Your instructions
Go through the entries below and return every line that contains "Left".

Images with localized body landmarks
■ ■ ■

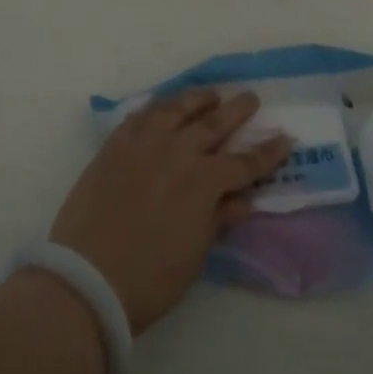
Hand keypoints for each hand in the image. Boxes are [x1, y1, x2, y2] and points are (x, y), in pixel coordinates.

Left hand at [50, 89, 290, 334]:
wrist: (87, 278)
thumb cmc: (149, 278)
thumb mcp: (195, 255)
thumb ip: (219, 219)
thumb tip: (244, 199)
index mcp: (203, 182)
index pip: (244, 163)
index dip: (267, 152)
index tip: (285, 138)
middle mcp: (177, 152)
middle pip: (213, 123)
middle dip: (237, 110)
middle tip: (251, 97)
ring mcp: (143, 144)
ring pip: (176, 109)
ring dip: (197, 99)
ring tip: (210, 94)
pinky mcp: (115, 145)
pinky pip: (140, 116)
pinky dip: (157, 108)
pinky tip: (163, 107)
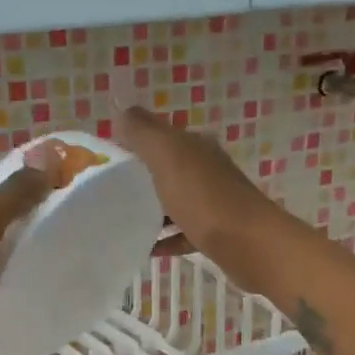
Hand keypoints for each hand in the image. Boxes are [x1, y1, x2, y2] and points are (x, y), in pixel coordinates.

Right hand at [115, 107, 285, 289]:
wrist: (249, 243)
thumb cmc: (204, 197)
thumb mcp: (168, 156)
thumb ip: (143, 132)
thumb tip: (121, 106)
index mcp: (196, 146)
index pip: (160, 134)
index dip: (133, 141)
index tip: (105, 159)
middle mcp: (207, 169)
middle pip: (168, 168)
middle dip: (141, 176)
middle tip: (108, 191)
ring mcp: (213, 202)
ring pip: (176, 200)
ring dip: (153, 209)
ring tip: (123, 220)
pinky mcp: (216, 232)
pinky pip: (184, 233)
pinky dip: (166, 238)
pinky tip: (147, 248)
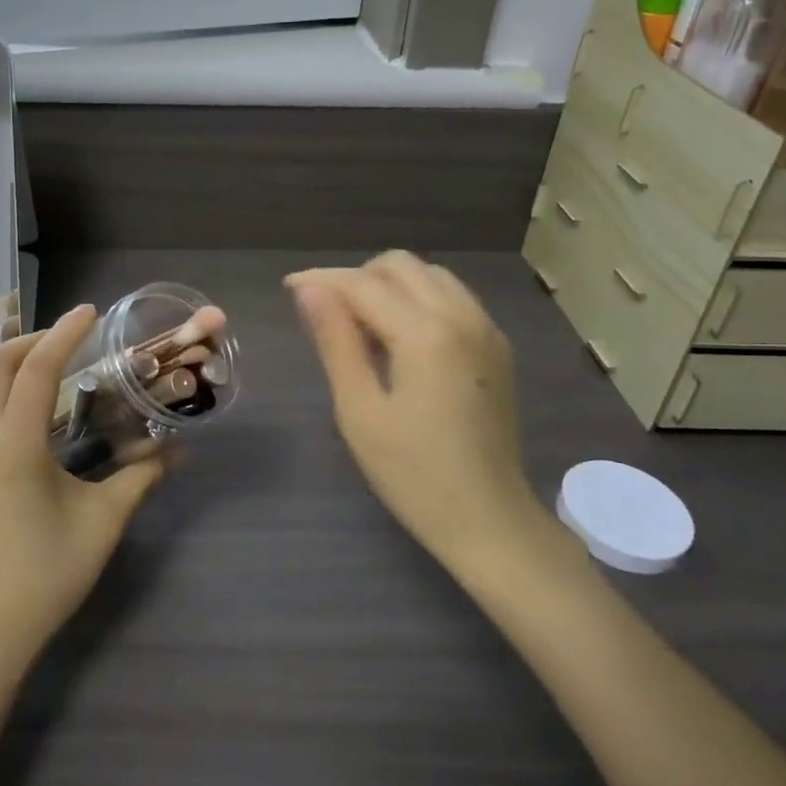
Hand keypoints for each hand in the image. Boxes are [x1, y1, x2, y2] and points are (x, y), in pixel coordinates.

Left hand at [0, 305, 165, 677]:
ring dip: (1, 362)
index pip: (37, 368)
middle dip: (29, 340)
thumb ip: (141, 476)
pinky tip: (9, 405)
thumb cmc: (48, 574)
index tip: (89, 313)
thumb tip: (180, 452)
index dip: (65, 333)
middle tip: (66, 339)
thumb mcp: (103, 521)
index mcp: (13, 446)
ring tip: (37, 363)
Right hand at [287, 253, 560, 580]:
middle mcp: (462, 316)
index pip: (364, 284)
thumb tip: (309, 290)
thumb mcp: (360, 411)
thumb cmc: (414, 474)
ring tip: (361, 323)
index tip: (289, 287)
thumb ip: (335, 342)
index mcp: (426, 334)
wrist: (489, 520)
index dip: (322, 280)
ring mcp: (486, 329)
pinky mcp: (497, 346)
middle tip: (327, 312)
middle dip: (357, 276)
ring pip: (430, 275)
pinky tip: (400, 336)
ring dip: (390, 284)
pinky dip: (419, 298)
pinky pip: (453, 297)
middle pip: (401, 265)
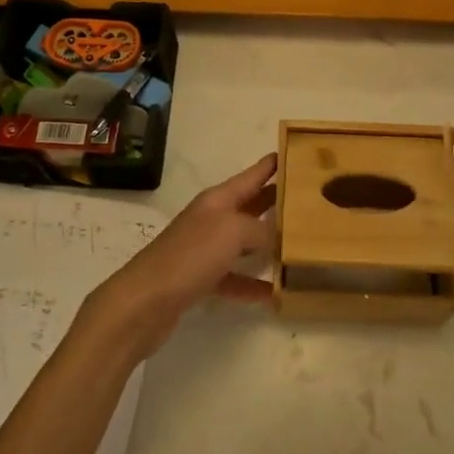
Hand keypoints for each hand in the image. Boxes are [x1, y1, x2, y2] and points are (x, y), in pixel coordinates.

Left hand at [86, 153, 278, 358]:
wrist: (145, 301)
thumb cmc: (190, 256)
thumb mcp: (232, 232)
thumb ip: (260, 230)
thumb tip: (277, 238)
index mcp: (217, 200)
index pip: (251, 176)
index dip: (271, 165)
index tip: (294, 152)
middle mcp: (211, 219)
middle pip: (249, 205)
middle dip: (275, 200)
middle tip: (308, 199)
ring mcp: (204, 250)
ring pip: (243, 241)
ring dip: (266, 244)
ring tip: (298, 246)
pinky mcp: (199, 279)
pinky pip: (233, 277)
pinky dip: (251, 284)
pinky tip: (274, 293)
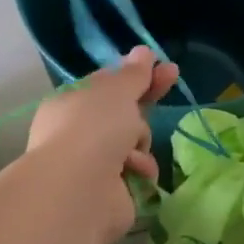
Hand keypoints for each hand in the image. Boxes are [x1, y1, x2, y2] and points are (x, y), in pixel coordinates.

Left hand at [25, 47, 180, 243]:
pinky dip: (139, 169)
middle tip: (172, 78)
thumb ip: (134, 73)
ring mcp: (93, 163)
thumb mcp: (116, 90)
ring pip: (133, 142)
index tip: (163, 66)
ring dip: (140, 142)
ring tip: (132, 149)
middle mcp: (78, 132)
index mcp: (70, 103)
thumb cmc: (93, 128)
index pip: (106, 84)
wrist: (80, 189)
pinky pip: (136, 171)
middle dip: (145, 102)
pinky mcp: (110, 191)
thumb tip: (143, 51)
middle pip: (122, 112)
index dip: (134, 74)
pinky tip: (134, 171)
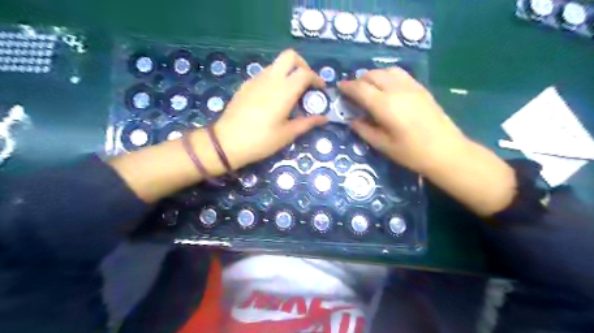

■ ■ ■

Solution to the problem
Left hand at [50, 89, 290, 334]:
Left hand at [0, 305, 165, 677]:
Left hand at [86, 153, 278, 358]:
Left hand at [25, 47, 180, 243]:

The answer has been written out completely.